• **Material for this task**
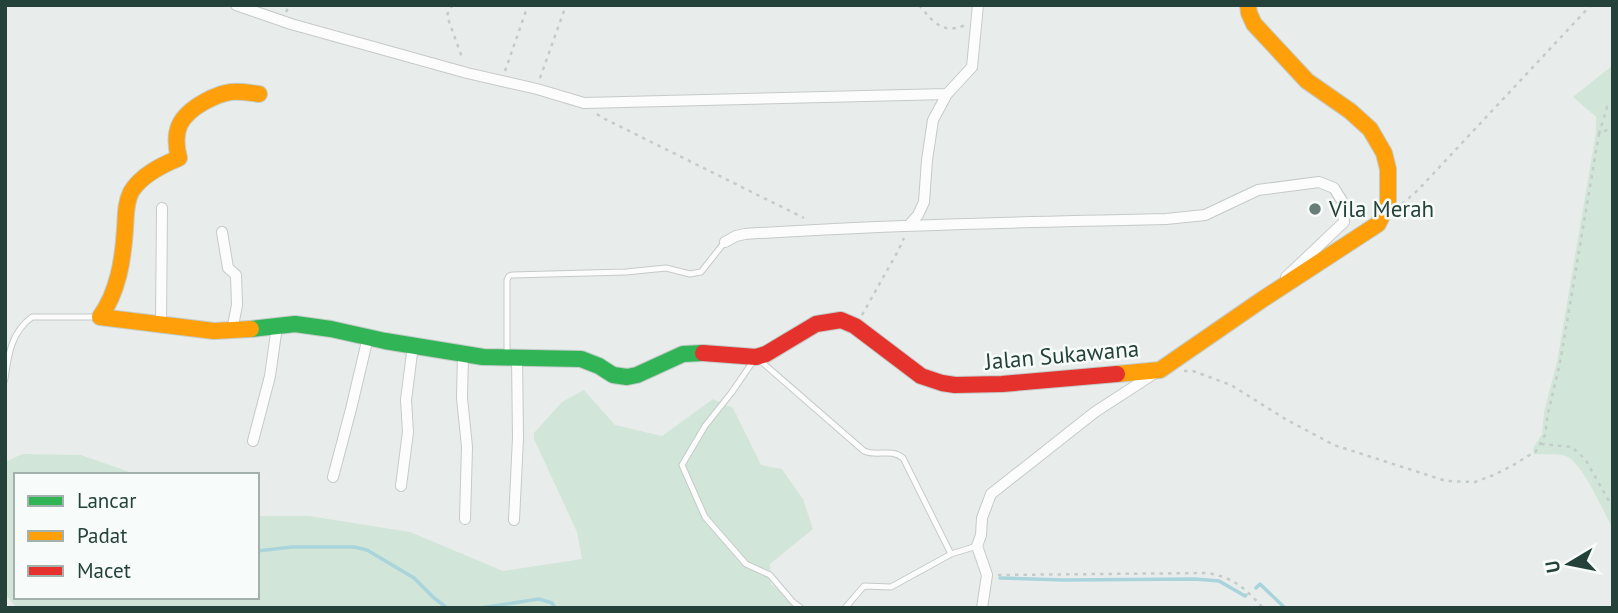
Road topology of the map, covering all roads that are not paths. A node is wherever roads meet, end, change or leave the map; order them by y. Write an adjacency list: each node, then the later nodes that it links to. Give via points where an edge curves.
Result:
1 (236, 5): 5 (street, via 584,103)
2 (978, 5): 5 (street, via 972,68)
3 (1248, 5): 10 (street, Jalan Sukawana, via 1254,24 1298,72 1370,129 1384,153 1390,185 1378,224)
4 (259, 94): 11 (street, via 220,94 195,107 177,127 174,144 178,158 145,176 132,189 116,284)
5 (947, 94): 7 (street, via 933,120 924,202)
6 (162, 208): 12 (street)
7 (909, 225): 9 (street, via 745,234); 10 (street, via 1195,217 1258,190 1319,182 1334,188 1342,201 1344,222)
8 (222, 232): 14 (street, via 228,268 236,275)
9 (724, 242): 18 (lane, via 701,272 690,274 666,268 509,276)
10 (1263, 299): 20 (street, Jalan Sukawana)
11 (100, 317): 12 (street); 21 (lane, via 32,317 13,338)
12 (161, 325): 14 (street)
13 (277, 326): 14 (street); 15 (street, via 295,324); 22 (street)
14 (232, 331)
15 (368, 337): 16 (street); 23 (street)
16 (413, 345): 17 (street); 24 (street)
17 (463, 354): 18 (street); 25 (street)
18 (512, 357): 19 (street, via 581,359 619,377 637,375 697,352); 26 (street, via 517,438)
19 (756, 357): 20 (street, Jalan Sukawana, via 816,324 841,320 856,326 922,376 942,383 1002,384); 28 (lane, via 864,451 903,458); 29 (lane, via 682,465 705,517 746,564 770,575)
20 (1160, 370): 27 (street, via 1095,412 991,495)
21 (5, 379)
22 (253, 441)
23 (333, 477)
24 (401, 486)
25 (465, 519)
26 (514, 520)
27 (977, 546): 28 (lane); 31 (street, via 987,575)
28 (951, 554): 30 (lane, via 891,587 864,586)
29 (801, 608)
30 (845, 608)
31 (982, 608)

• **Task brief**
If a line in the records includes "Sukawana", it counts toward the total; report that total by itself.

• **Expected output**
3